Description
This creamy vegan celeriac and fennel potato soup with smoky shiitakes is super comforting and packed with flavor! Fennel and shallots are roasted until caramelized then blended with cooked potatoes, celeriac, and coconut milk. Go the extra step and garnish each bowl with some vegan (or traditional) cheddar cheese shreds along with the smoky shiitake mushrooms.
Ingredients
- 1 medium fennel bulb
- 1 large shallot
- 2 tablespoons olive oil
- 3 small yellow potatoes
- 1 medium celeriac
- 1 can (13.5 oz) full fat coconut milk
- 1 vegetable bouillon cube
- 2 tablespoons nutritional yeast
- sea salt, to taste
- 4 oucnes shiitake mushrooms
- 1/4 teaspoon garlic powder
- 1/2 teaspoon smoked paprika
- 1 teaspoon tamari, or soy sauce
- Fennel fronds, optional for garnish
- shredded cheddar cheese, regular or vegan, optional for garnish
Instructions
Preheat your oven to 425 degrees. Cut your fennel in half legthwise. Remove the core from each half (the tough part at the root end) then give the fennel a rough dice. Cut your shallot into a rough dice also. Put the diced fennel and shallot on a baking tray and drizzle with 1 tablespoon of olive oil. Sprinkle everything with a pinch of salt then toss to coat. Roast the fennel and shallot at 425 for about 25-30 min or until caramelized around the edges and tender. Remove from the oven and set aside.

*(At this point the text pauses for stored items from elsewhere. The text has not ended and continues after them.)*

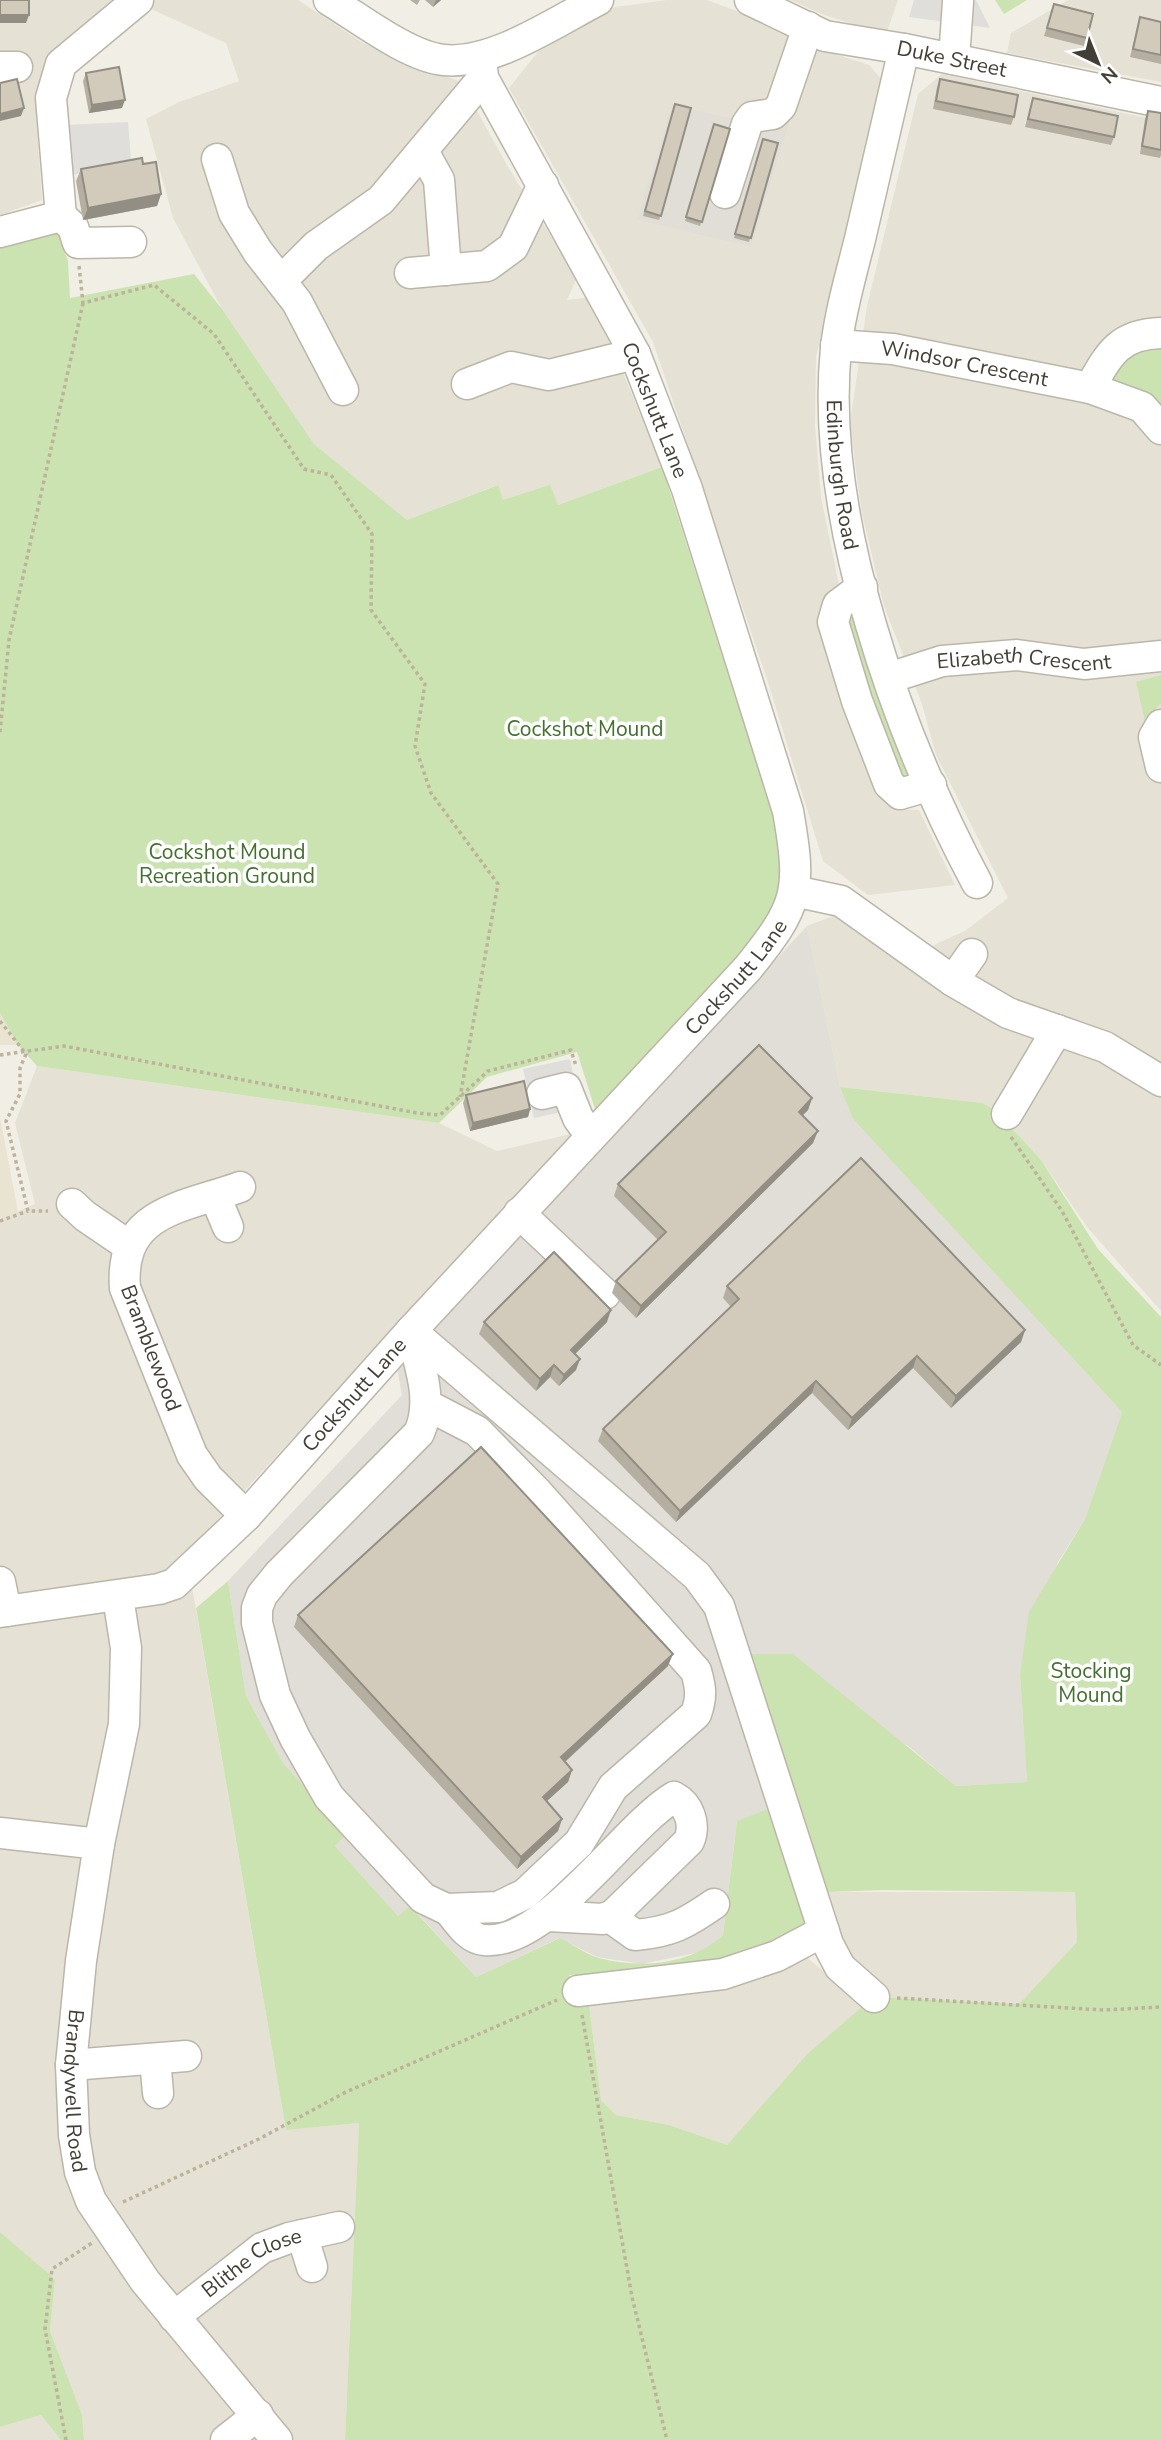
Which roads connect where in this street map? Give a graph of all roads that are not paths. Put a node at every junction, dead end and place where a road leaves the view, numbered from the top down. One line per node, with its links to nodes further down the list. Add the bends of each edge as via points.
1 (138, 0): 15 (street, via 61,64 51,98 62,154)
2 (329, 0): 9 (street, via 410,48)
3 (598, 0): 9 (street)
4 (750, 0): 6 (street, Duke Street)
5 (958, 2): 8 (street)
6 (808, 27): 7 (street, Duke Street, via 825,36); 14 (street, via 781,106 773,114 752,117 747,124)
7 (904, 49): 8 (street, Duke Street); 22 (street, Edinburgh Road)
8 (954, 59): 10 (street, Duke Street)
9 (482, 67): 11 (street); 13 (street, Cockshutt Lane)
10 (1161, 102)
11 (423, 151): 18 (street, via 439,180); 20 (street, via 381,200 316,246)
12 (217, 159): 20 (street, via 234,213)
13 (542, 185): 18 (street, via 513,247 487,266); 23 (street, Cockshutt Lane)
14 (725, 193)
15 (61, 216): 16 (street); 17 (street, via 73,226 78,243)
16 (0, 232)
17 (131, 242)
18 (446, 270): 19 (street)
19 (410, 273)
20 (281, 281): 26 (street, via 297,302)
21 (1161, 332): 25 (street, via 1142,333 1124,341 1107,357)
22 (836, 345): 25 (street, Windsor Crescent, via 893,349); 28 (street, Edinburgh Road, via 832,402 836,463 851,552)
23 (635, 355): 24 (street, via 549,375 511,367); 35 (street, Cockshutt Lane, via 687,489 788,811 797,866)
24 (467, 384)
25 (1090, 388): 27 (street, Windsor Crescent, via 1142,407)
26 (343, 390)
27 (1161, 429)
28 (862, 587): 30 (street, Edinburgh Road); 33 (street, via 838,605 833,622 857,702 889,784 900,794)
29 (1161, 656): 30 (street, Elizabeth Crescent, via 1084,664 1017,655 943,661)
30 (889, 678): 33 (street, Edinburgh Road)
31 (1161, 726): 32 (street, via 1154,737)
32 (1161, 767)
33 (931, 785): 34 (street, Edinburgh Road)
34 (977, 883)
35 (794, 891): 37 (street, via 841,901); 42 (street, Cockshutt Lane, via 780,928 748,968)
36 (972, 954): 37 (street)
37 (953, 981): 38 (street, via 1008,1013)
38 (1057, 1030): 39 (street, via 1105,1047); 41 (street)
39 (1161, 1081)
40 (542, 1094): 42 (street, via 566,1088)
41 (1007, 1114)
42 (591, 1136): 44 (street, Cockshutt Lane)
43 (78, 1210): 46 (street)
44 (519, 1213): 47 (street); 48 (street, Cockshutt Lane)
45 (228, 1227): 46 (street, via 228,1192 160,1215 138,1230)
46 (129, 1246): 50 (street, Bramblewood, via 123,1267 125,1288 192,1455)
47 (605, 1294)
48 (411, 1331): 49 (street); 50 (street, Cockshutt Lane); 60 (street, via 697,1576 719,1606)
49 (426, 1405): 57 (street, via 419,1433 271,1585 257,1608 257,1623 275,1695 329,1797 423,1898); 57 (street, via 477,1431 536,1491 696,1671 702,1699 696,1714 613,1787 579,1843 525,1894 498,1907)
50 (246, 1516): 52 (street, Cockshutt Lane, via 174,1584)
51 (0, 1582): 53 (street)
52 (118, 1597): 53 (street, Cockshutt Lane); 55 (street, Brandywell Road, via 126,1648 124,1724)
53 (3, 1611)
54 (0, 1833): 55 (street)
55 (99, 1844): 65 (street, Brandywell Road, via 80,1961)
56 (714, 1904): 58 (street, via 680,1927 646,1934 635,1935)
57 (448, 1909): 59 (street, via 470,1934 485,1941 510,1935)
58 (613, 1915): 59 (street, via 603,1919); 59 (street, via 689,1841 690,1816 684,1802 674,1797 665,1802)
59 (548, 1916)
60 (824, 1931): 61 (street, via 777,1956 723,1974); 62 (street, via 840,1967)
61 (578, 1992)
62 (874, 1997)
63 (186, 2056): 64 (street)
64 (155, 2059): 65 (street); 66 (street)
65 (71, 2065): 70 (street, Brandywell Road, via 79,2172 105,2223)
66 (158, 2092)
67 (339, 2227): 68 (street, Blithe Close)
68 (302, 2235): 69 (street); 70 (street, Blithe Close, via 262,2248)
69 (312, 2267)
70 (174, 2316): 71 (street, Brandywell Road)
71 (258, 2415): 72 (street); 73 (street, Brandywell Road)
72 (226, 2440)
73 (277, 2440)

While the fennel and shallots are roasting, dice the potatoes into 1-inch cubes (this will be roughly 2 1/2 to 3 cups total). Add the diced potatoes to a large stock pot. Cut away the rough skin of the celeriac then cut it into a rough 1-inch cubes as well. Add the celeriac to the pot with the potatoes, then cover the vegetables with cool water. The level of water should be at least an inch above the vegetables. Set the pot on a burner over medium high heat. Bring everything to a boil, then boil for about 12-15 minutes or until the potatoes and celeriac are fork-tender. Strain and rinse the cooked potatoes and celeriac under cool water.
Add the coconut milk, roasted fennel and shallot, vegetable bouillon cube, and the nutritional yeast to a blender. Blend on high until smooth. Add potatoes and celeriac and pulse a few times to incorporate them into the soup. You want to pulse instead of blending so that you keep the potato starches from developing (which will yield a weird gluey texture).
Add the soup back to the stock pot and warm it to your liking. Give it a taste and season with salt as needed.
While the soup warms, make the smoky shiitakes. Remove and discard/compost the stems of the mushrooms then cut them into slices roughly 1/4-inch thick. Add 1 tablespoon of the oil to large skillet set over medium heat. Add the sliced mushrooms along with the granulated garlic, smoked paprika, and tamari or soy sauce. Stir to combine, then allow the mushrooms to cook, stirring occasionally, until the mushrooms are golden brown. This will take about 5-7 minutes.
To serve, top each bowl of soup with some of the smoky shiitakes. You can also garnish with some of the fennel fronds if you like or some shredded vegan or regular cheddar cheese.
Notes
- If you don’t have access to celeriac, you can use 1-2 large stalks of celery in its place. Or, you can sub in a small crown of broccoli.
- Leftover soup and mushrooms can be stored separately in the fridge. Reheat the soup and mushrooms on the stove. Make sure to enjoy leftovers within 5 days.